# What to work on
Which lines of the records contain the word "Calgary"? Copy each one.

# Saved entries

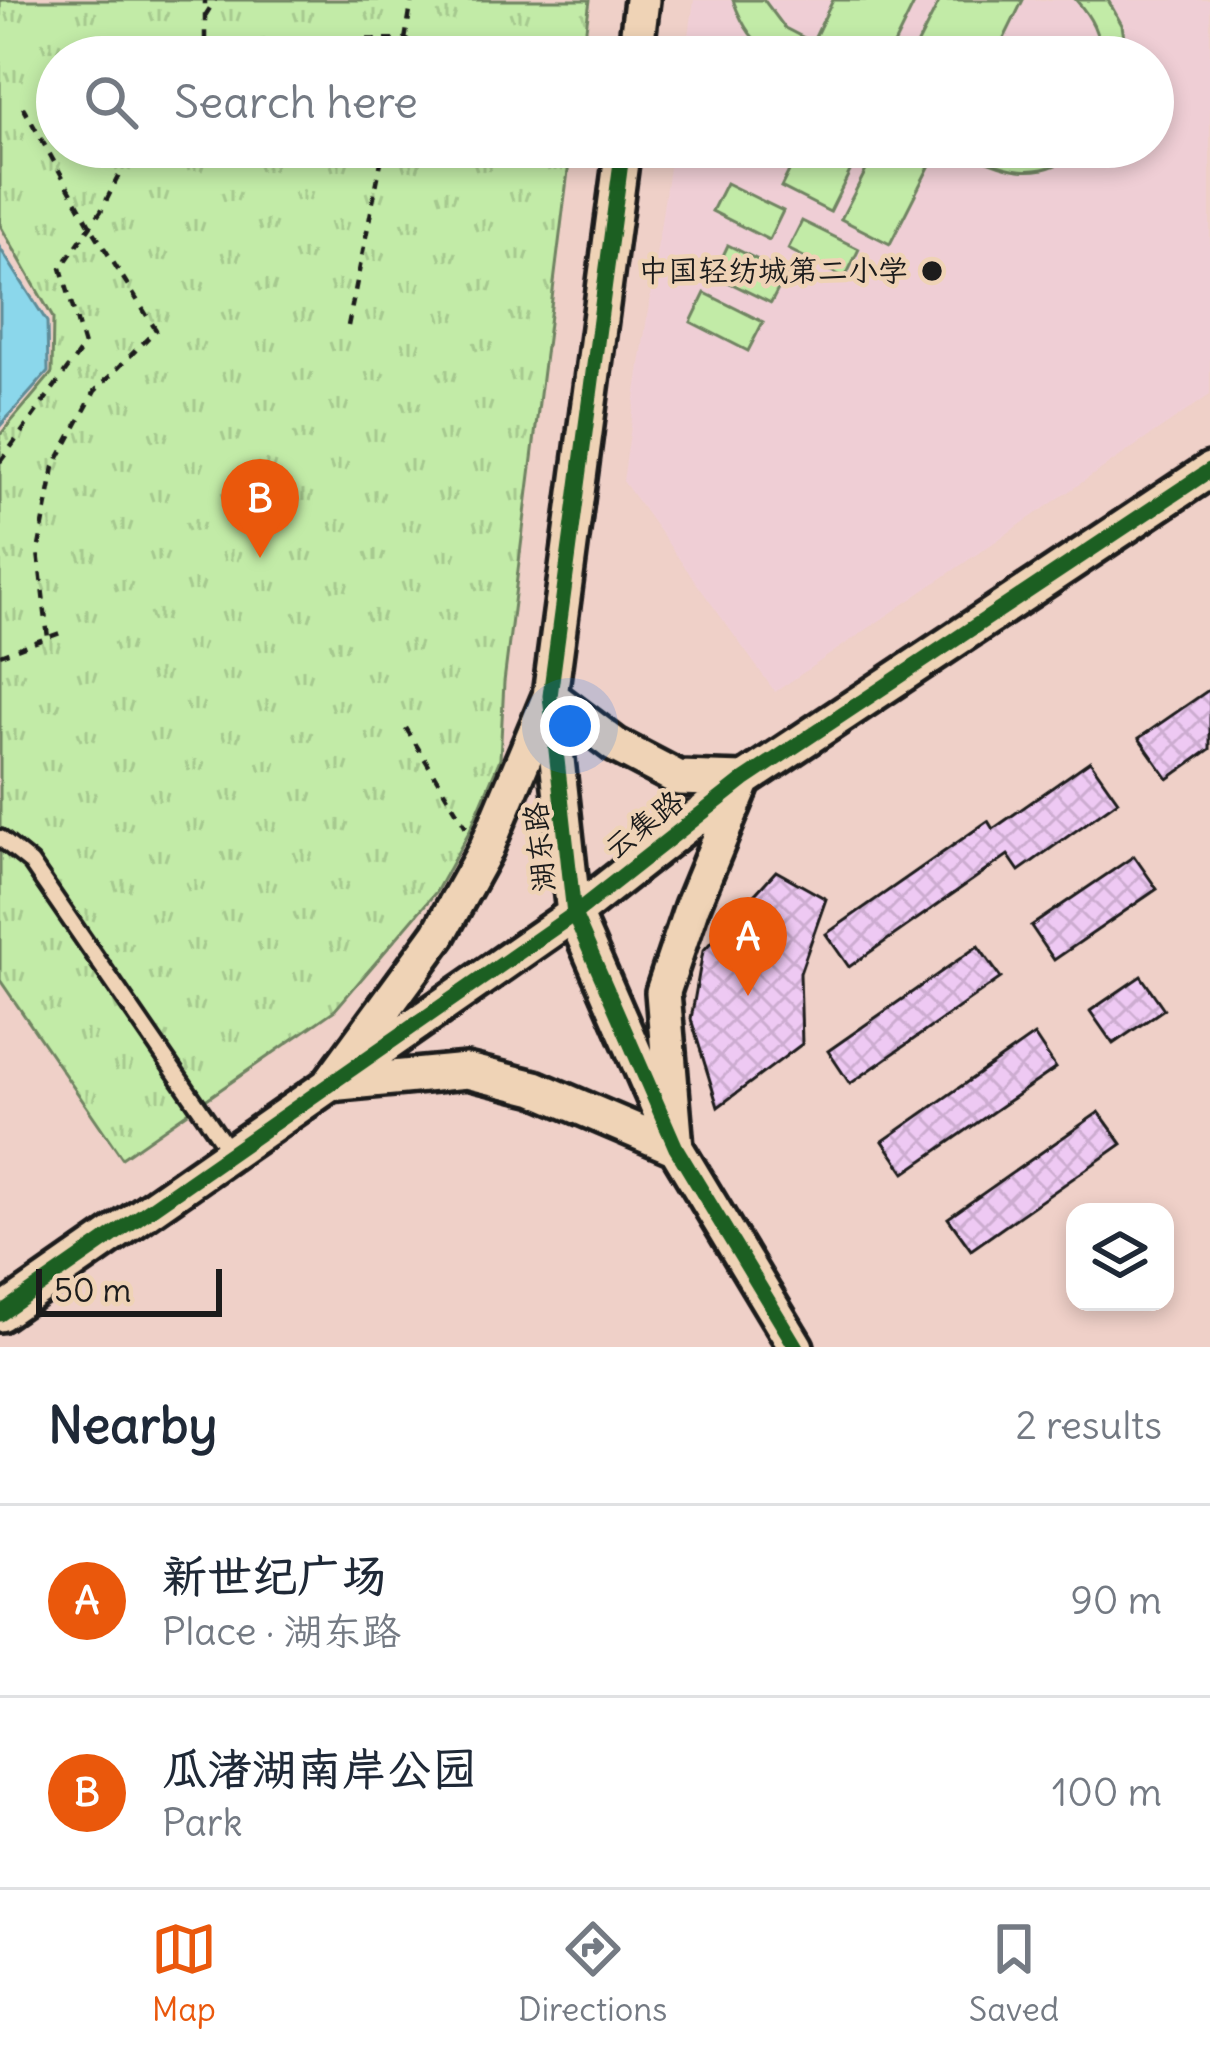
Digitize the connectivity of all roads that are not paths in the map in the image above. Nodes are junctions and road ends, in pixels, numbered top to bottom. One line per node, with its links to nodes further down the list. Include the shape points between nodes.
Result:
1 (642, 0): 2 (street)
2 (638, 36)
3 (620, 168): 5 (street, 湖东路)
4 (1210, 470): 6 (street, 云集路)
5 (550, 696): 6 (street, via 615,745 679,778); 8 (street, 湖东路); 9 (street, via 486,849 439,934)
6 (744, 780): 8 (street, 云集路); 10 (street, via 663,992)
7 (0, 838): 11 (lane, via 31,863)
8 (574, 914): 9 (street, 云集路); 10 (street, 湖东路)
9 (329, 1084): 10 (street, via 467,1071 535,1088); 11 (street, 云集路)
10 (676, 1148): 13 (street, 湖东路)
11 (232, 1155): 12 (street, 云集路)
12 (0, 1314)
13 (796, 1347)

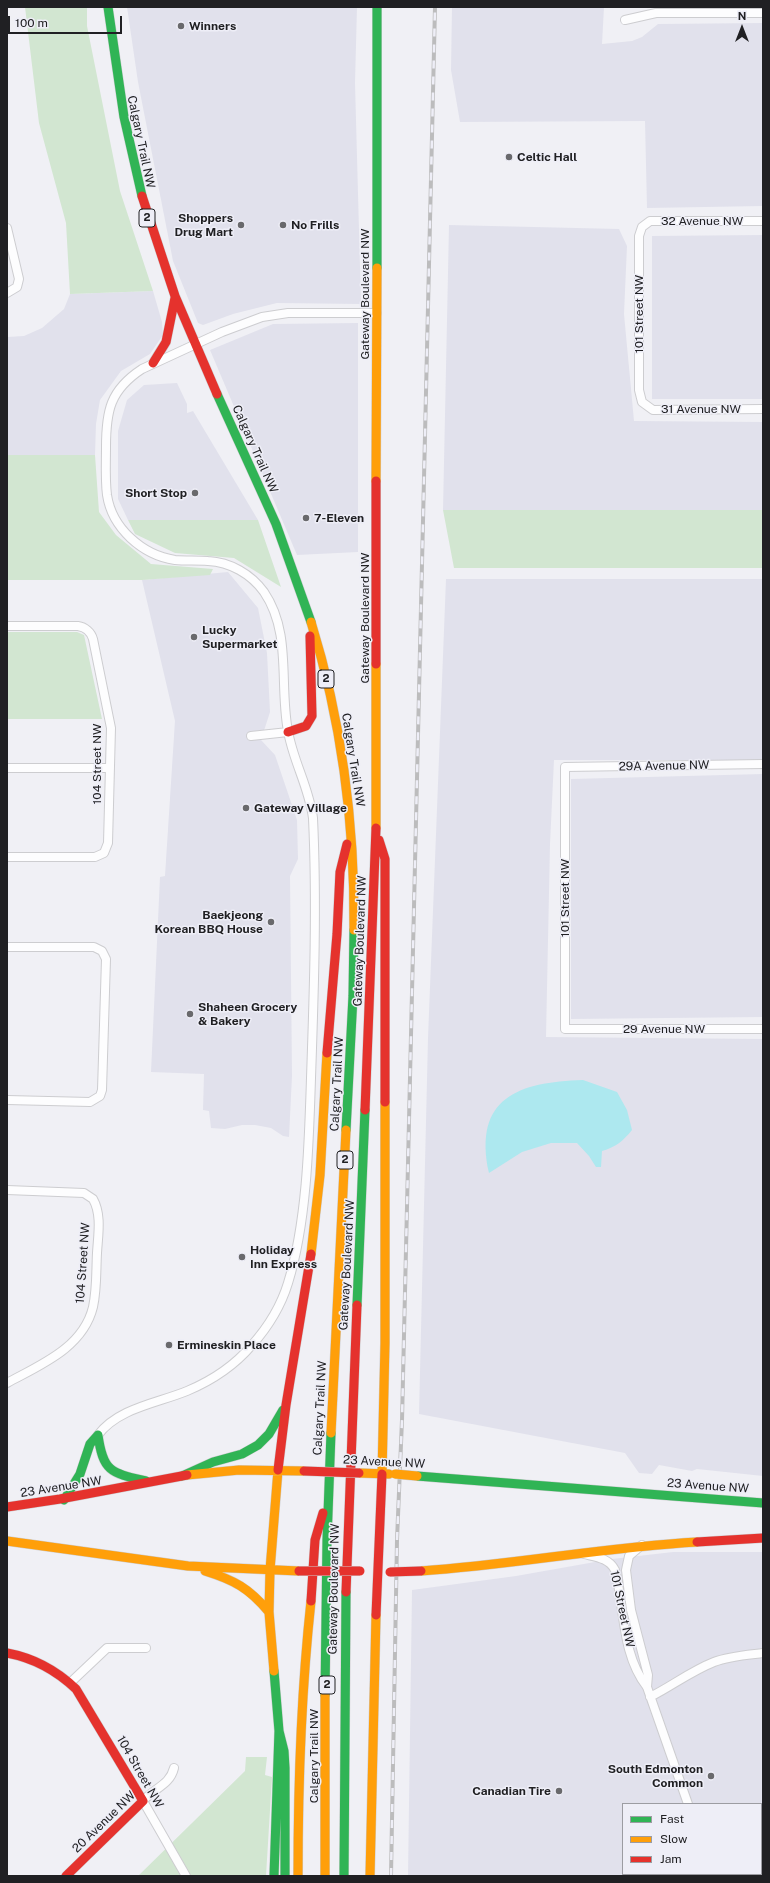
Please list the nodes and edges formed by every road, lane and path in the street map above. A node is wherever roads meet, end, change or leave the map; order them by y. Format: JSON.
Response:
{"nodes":[{"id":1,"x":108,"y":7,"type":"edge"},
{"id":2,"x":377,"y":7,"type":"edge"},
{"id":3,"x":763,"y":13,"type":"edge"},
{"id":4,"x":625,"y":20,"type":"dead end"},
{"id":5,"x":763,"y":221,"type":"edge"},
{"id":6,"x":642,"y":227,"type":"joint"},
{"id":7,"x":7,"y":228,"type":"edge"},
{"id":8,"x":7,"y":292,"type":"edge"},
{"id":9,"x":175,"y":298,"type":"junction"},
{"id":10,"x":377,"y":313,"type":"junction"},
{"id":11,"x":195,"y":345,"type":"junction"},
{"id":12,"x":153,"y":363,"type":"junction"},
{"id":13,"x":642,"y":402,"type":"joint"},
{"id":14,"x":763,"y":409,"type":"edge"},
{"id":15,"x":309,"y":616,"type":"junction"},
{"id":16,"x":7,"y":626,"type":"edge"},
{"id":17,"x":288,"y":732,"type":"junction"},
{"id":18,"x":251,"y":736,"type":"dead end"},
{"id":19,"x":763,"y":764,"type":"edge"},
{"id":20,"x":565,"y":767,"type":"joint"},
{"id":21,"x":7,"y":768,"type":"edge"},
{"id":22,"x":110,"y":768,"type":"junction"},
{"id":23,"x":351,"y":826,"type":"junction"},
{"id":24,"x":376,"y":830,"type":"junction"},
{"id":25,"x":7,"y":857,"type":"edge"},
{"id":26,"x":7,"y":947,"type":"edge"},
{"id":27,"x":565,"y":1029,"type":"joint"},
{"id":28,"x":763,"y":1029,"type":"edge"},
{"id":29,"x":7,"y":1100,"type":"edge"},
{"id":30,"x":7,"y":1190,"type":"edge"},
{"id":31,"x":7,"y":1383,"type":"edge"},
{"id":32,"x":286,"y":1405,"type":"junction"},
{"id":33,"x":98,"y":1435,"type":"junction"},
{"id":34,"x":278,"y":1470,"type":"junction"},
{"id":35,"x":382,"y":1474,"type":"junction"},
{"id":36,"x":182,"y":1476,"type":"junction"},
{"id":37,"x":150,"y":1482,"type":"junction"},
{"id":38,"x":328,"y":1494,"type":"junction"},
{"id":39,"x":64,"y":1500,"type":"junction"},
{"id":40,"x":763,"y":1503,"type":"edge"},
{"id":41,"x":7,"y":1507,"type":"edge"},
{"id":42,"x":763,"y":1538,"type":"edge"},
{"id":43,"x":7,"y":1541,"type":"edge"},
{"id":44,"x":643,"y":1545,"type":"junction"},
{"id":45,"x":578,"y":1552,"type":"junction"},
{"id":46,"x":188,"y":1566,"type":"junction"},
{"id":47,"x":270,"y":1570,"type":"junction"},
{"id":48,"x":378,"y":1572,"type":"junction"},
{"id":49,"x":269,"y":1612,"type":"junction"},
{"id":50,"x":146,"y":1648,"type":"dead end"},
{"id":51,"x":7,"y":1653,"type":"edge"},
{"id":52,"x":763,"y":1653,"type":"edge"},
{"id":53,"x":70,"y":1683,"type":"junction"},
{"id":54,"x":647,"y":1687,"type":"junction"},
{"id":55,"x":650,"y":1697,"type":"junction"},
{"id":56,"x":279,"y":1731,"type":"junction"},
{"id":57,"x":174,"y":1768,"type":"dead end"},
{"id":58,"x":144,"y":1801,"type":"junction"},
{"id":59,"x":688,"y":1803,"type":"edge"},
{"id":60,"x":66,"y":1876,"type":"edge"},
{"id":61,"x":186,"y":1876,"type":"edge"},
{"id":62,"x":274,"y":1876,"type":"edge"},
{"id":63,"x":285,"y":1876,"type":"edge"},
{"id":64,"x":298,"y":1876,"type":"edge"},
{"id":65,"x":325,"y":1876,"type":"edge"},
{"id":66,"x":344,"y":1876,"type":"edge"},
{"id":67,"x":370,"y":1876,"type":"edge"}],
"edges":[{"from":1,"to":9,"type":"main road","name":"Calgary Trail NW","number":"2"},
{"from":2,"to":10,"type":"main road","name":"Gateway Boulevard NW","number":"2"},
{"from":3,"to":4,"type":"street"},
{"from":5,"to":6,"type":"street","name":"32 Avenue NW"},
{"from":6,"to":13,"type":"street","name":"101 Street NW"},
{"from":7,"to":8,"type":"street"},
{"from":9,"to":11,"type":"main road","name":"Calgary Trail NW","number":"2"},
{"from":9,"to":12,"type":"main road"},
{"from":10,"to":11,"type":"street"},
{"from":10,"to":24,"type":"main road","name":"Gateway Boulevard NW","number":"2"},
{"from":11,"to":12,"type":"street"},
{"from":11,"to":15,"type":"main road","name":"Calgary Trail NW","number":"2"},
{"from":12,"to":17,"type":"street"},
{"from":13,"to":14,"type":"street","name":"31 Avenue NW"},
{"from":15,"to":17,"type":"main road"},
{"from":15,"to":23,"type":"main road","name":"Calgary Trail NW","number":"2"},
{"from":16,"to":22,"type":"street","name":"104 Street NW"},
{"from":17,"to":18,"type":"street"},
{"from":17,"to":33,"type":"street"},
{"from":19,"to":20,"type":"street","name":"29A Avenue NW"},
{"from":20,"to":27,"type":"street","name":"101 Street NW"},
{"from":21,"to":22,"type":"street"},
{"from":22,"to":25,"type":"street","name":"104 Street NW"},
{"from":23,"to":32,"type":"main road"},
{"from":23,"to":38,"type":"main road","name":"Calgary Trail NW","number":"2"},
{"from":24,"to":35,"type":"main road"},
{"from":24,"to":66,"type":"main road","name":"Gateway Boulevard NW","number":"2"},
{"from":26,"to":29,"type":"street"},
{"from":27,"to":28,"type":"street","name":"29 Avenue NW"},
{"from":30,"to":31,"type":"street","name":"104 Street NW"},
{"from":32,"to":34,"type":"main road"},
{"from":32,"to":36,"type":"main road"},
{"from":33,"to":37,"type":"main road"},
{"from":33,"to":39,"type":"main road"},
{"from":34,"to":35,"type":"main road","name":"23 Avenue NW","bridge":true},
{"from":34,"to":36,"type":"main road","name":"23 Avenue NW"},
{"from":34,"to":47,"type":"main road"},
{"from":35,"to":40,"type":"main road","name":"23 Avenue NW","bridge":true},
{"from":35,"to":48,"type":"main road"},
{"from":36,"to":37,"type":"main road","name":"23 Avenue NW"},
{"from":37,"to":39,"type":"main road","name":"23 Avenue NW"},
{"from":38,"to":64,"type":"main road"},
{"from":38,"to":65,"type":"main road","name":"Calgary Trail NW","number":"2"},
{"from":39,"to":41,"type":"main road","name":"23 Avenue NW"},
{"from":42,"to":44,"type":"main road"},
{"from":43,"to":46,"type":"main road"},
{"from":44,"to":45,"type":"main road"},
{"from":44,"to":54,"type":"street","name":"101 Street NW"},
{"from":45,"to":48,"type":"main road","bridge":true},
{"from":45,"to":54,"type":"street","name":"101 Street NW"},
{"from":46,"to":47,"type":"main road"},
{"from":46,"to":49,"type":"main road"},
{"from":47,"to":48,"type":"main road","bridge":true},
{"from":47,"to":49,"type":"main road"},
{"from":48,"to":67,"type":"main road"},
{"from":49,"to":56,"type":"main road"},
{"from":50,"to":53,"type":"street"},
{"from":51,"to":53,"type":"main road","name":"104 Street NW"},
{"from":52,"to":55,"type":"street"},
{"from":53,"to":58,"type":"main road","name":"104 Street NW"},
{"from":54,"to":55,"type":"street","name":"101 Street NW"},
{"from":55,"to":59,"type":"street","name":"101 Street NW"},
{"from":56,"to":62,"type":"main road"},
{"from":56,"to":63,"type":"main road"},
{"from":57,"to":58,"type":"street","name":"20 Avenue NW"},
{"from":58,"to":60,"type":"main road","name":"20 Avenue NW"},
{"from":58,"to":61,"type":"street","name":"104 Street NW"}]}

# Completed exercise
"edges":[{"from":1,"to":9,"type":"main road","name":"Calgary Trail NW","number":"2"},
{"from":9,"to":11,"type":"main road","name":"Calgary Trail NW","number":"2"},
{"from":11,"to":15,"type":"main road","name":"Calgary Trail NW","number":"2"},
{"from":15,"to":23,"type":"main road","name":"Calgary Trail NW","number":"2"},
{"from":23,"to":38,"type":"main road","name":"Calgary Trail NW","number":"2"},
{"from":38,"to":65,"type":"main road","name":"Calgary Trail NW","number":"2"},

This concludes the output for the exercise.